Your CFLs are larger so while the plants are young, you are going to want to start with the light further than 2" and work your way down.  One light would probably be better while they are small.  You will find that your ventilation set up is probably going to need some work.  You actually do need to exhaust hot "used" air out of the space and bring in new fresh air.  Right now you are mostly just moving the air around and not bringing in fresh air.  While this is not critical while they are so small, later it will be.  You need adequate ventilation for both heat control and supplying a continual supply of fresh air to the plants for proper photosynthesis.  Also, like Dman mentioned, you are going to need a light tight space for flowering.  What light do you plan on using for flowering?  Your 2 125W CFL lights are only going to adequately cover a space about 5 sq ft or a space 3' x 20".  If your space is bigger than that, you will be underlit.  Also you will need more light for flowering--40% more.  

Try and get your mylar hung perfectly smooth with no wrinkles.  Wrinkles reduce the reflective ability quite a bit.


----------



## ljpowner (Dec 21, 2014)

They're about 5-6 inches away from top of soil for starting location. I figured that would be good enough so that they wouldn't be too close


----------



## The Hemp Goddess (Dec 22, 2014)

Watch them carefully and check on them regularly to make sure that the light is not going to burn them.  Do you have an oscillating fan blowing on the plants?

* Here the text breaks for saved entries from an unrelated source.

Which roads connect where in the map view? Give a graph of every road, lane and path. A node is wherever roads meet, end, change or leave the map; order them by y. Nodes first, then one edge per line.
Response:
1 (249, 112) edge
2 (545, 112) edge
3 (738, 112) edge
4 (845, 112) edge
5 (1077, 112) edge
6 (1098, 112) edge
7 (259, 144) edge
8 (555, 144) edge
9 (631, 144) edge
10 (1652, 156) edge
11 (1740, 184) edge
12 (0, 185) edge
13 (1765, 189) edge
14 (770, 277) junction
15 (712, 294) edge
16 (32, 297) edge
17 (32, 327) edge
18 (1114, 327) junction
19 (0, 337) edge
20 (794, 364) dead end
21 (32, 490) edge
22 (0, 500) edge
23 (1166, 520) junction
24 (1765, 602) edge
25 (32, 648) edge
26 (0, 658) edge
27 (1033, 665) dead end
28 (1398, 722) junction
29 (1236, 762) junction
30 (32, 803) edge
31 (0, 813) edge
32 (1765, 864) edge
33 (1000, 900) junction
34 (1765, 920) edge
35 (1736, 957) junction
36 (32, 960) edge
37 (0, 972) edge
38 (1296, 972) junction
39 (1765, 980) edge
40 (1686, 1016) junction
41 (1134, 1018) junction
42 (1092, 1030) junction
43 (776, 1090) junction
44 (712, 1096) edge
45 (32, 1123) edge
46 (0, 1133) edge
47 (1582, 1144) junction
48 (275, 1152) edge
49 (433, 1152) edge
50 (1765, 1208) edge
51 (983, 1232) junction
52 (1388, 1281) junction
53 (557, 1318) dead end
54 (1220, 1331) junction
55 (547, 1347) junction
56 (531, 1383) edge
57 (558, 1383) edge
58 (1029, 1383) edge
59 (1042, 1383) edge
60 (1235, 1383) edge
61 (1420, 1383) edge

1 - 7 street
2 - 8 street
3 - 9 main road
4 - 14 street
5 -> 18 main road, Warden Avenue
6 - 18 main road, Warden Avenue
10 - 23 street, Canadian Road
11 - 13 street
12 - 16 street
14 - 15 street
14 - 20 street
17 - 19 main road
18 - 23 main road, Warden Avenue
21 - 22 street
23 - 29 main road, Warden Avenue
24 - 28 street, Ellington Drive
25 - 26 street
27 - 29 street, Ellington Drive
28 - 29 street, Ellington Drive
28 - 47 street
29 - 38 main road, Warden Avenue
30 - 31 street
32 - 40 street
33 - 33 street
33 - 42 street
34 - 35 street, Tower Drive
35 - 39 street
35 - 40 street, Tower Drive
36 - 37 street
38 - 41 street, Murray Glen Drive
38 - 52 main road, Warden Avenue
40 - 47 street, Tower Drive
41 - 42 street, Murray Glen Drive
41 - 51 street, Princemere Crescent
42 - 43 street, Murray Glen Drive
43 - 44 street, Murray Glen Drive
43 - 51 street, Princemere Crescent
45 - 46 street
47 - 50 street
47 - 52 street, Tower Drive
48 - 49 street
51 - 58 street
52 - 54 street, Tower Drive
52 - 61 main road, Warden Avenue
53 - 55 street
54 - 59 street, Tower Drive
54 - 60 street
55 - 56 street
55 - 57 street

Why are you afraid of HID?  The large wattage CFLs are more of a fire hazard as they are hotter.


----------



## ljpowner (Dec 22, 2014)

I'm afraid of HIDs because I have no knowledge of them... I know they are more expensive. And I know they need a ballast for powering... How many HIDs would I need for a 2 plant grow? And I have a fan directly level with the top of the pots blowing across them every 30 minutes as well, 30 on 30 off


----------



## ljpowner (Dec 22, 2014)

I have looked around and found this kit 
[ame]http://www.amazon.com/gp/aw/d/B009NTI16Y/ref=mp_s_a_1_3?qid=1419274260&sr=8-3&dpPl=1&dpID=516DjqwDmuL&ref=plSrch&pi=AC_SY200_QL40[/ame]
Can you tell me if its good enough? I was going to use the MH for veg and HPS for flower? I'm sorry I have so many questions but I want to get it right so I can keep doing it.


----------



## The Hemp Goddess (Dec 22, 2014)

ljpowner said:


> I'm afraid of HIDs because I have no knowledge of them... I know they are more expensive. And I know they need a ballast for powering... How many HIDs would I need for a 2 plant grow? And I have a fan directly level with the top of the pots blowing across them every 30 minutes as well, 30 on 30 off



That is not unusual.  I have found a lot of new growers are somewhat afraid of them because they are not familiar with them or have been told stories. HID is a general term that stands for high intensity discharge and encompasses several different types of light, not all of them good for growing.  Digital ballasts will run both MH (metal halide) and HPS (high pressure sodium).  The MH, in the blue spectrum of light around 6500K is better for vegging and the HPS, in the red spectrum and around 2500K is better for flowering.  Most digital ballasts come with both type  bulbs.  An air coolable hood or cool tube works a lot better than batwing reflectors as they are much easier to cool.  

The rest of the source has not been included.